[Stored data entries]
——————————

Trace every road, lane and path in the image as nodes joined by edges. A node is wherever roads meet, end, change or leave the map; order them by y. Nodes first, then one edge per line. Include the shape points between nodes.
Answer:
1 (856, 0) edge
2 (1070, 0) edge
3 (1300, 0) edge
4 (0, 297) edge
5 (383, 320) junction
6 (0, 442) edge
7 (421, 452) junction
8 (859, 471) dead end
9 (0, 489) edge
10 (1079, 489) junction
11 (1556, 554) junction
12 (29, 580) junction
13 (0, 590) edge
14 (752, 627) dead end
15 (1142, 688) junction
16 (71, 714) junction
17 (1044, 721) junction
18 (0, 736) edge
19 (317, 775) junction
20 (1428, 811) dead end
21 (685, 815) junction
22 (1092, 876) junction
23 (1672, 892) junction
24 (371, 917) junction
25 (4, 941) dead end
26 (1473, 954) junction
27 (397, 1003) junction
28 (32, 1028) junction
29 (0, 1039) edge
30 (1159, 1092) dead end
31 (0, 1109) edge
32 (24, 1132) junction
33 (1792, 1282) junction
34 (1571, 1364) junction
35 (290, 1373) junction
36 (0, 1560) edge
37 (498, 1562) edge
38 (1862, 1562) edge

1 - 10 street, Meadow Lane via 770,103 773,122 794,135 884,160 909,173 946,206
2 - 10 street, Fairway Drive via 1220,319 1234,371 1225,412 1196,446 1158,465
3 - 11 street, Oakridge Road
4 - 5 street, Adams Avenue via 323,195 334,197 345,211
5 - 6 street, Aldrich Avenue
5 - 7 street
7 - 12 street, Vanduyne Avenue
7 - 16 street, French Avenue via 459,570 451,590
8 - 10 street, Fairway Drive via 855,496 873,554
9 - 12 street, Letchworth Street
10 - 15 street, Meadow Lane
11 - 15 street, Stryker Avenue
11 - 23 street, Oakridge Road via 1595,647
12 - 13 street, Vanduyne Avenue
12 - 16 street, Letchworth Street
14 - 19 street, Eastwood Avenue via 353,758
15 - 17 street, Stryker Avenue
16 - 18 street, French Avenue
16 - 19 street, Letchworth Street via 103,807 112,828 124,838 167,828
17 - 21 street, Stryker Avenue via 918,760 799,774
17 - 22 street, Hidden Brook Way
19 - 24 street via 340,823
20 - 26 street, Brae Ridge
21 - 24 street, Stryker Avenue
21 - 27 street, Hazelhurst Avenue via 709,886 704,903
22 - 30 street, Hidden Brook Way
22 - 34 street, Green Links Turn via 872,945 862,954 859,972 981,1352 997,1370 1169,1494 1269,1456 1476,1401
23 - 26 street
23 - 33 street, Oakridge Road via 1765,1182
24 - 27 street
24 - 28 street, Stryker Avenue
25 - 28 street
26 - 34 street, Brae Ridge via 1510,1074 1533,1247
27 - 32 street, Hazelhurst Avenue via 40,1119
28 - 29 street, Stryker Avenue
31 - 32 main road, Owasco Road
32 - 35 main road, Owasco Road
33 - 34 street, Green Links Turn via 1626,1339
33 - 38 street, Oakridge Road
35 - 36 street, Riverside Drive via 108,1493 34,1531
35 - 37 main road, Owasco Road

——————————

_WHAT IS REQUIRED_
Every line above in which the word "French" occurs is to be copied.

_OUTPUT OF THE EXERCISE_
7 - 16 street, French Avenue via 459,570 451,590
16 - 18 street, French Avenue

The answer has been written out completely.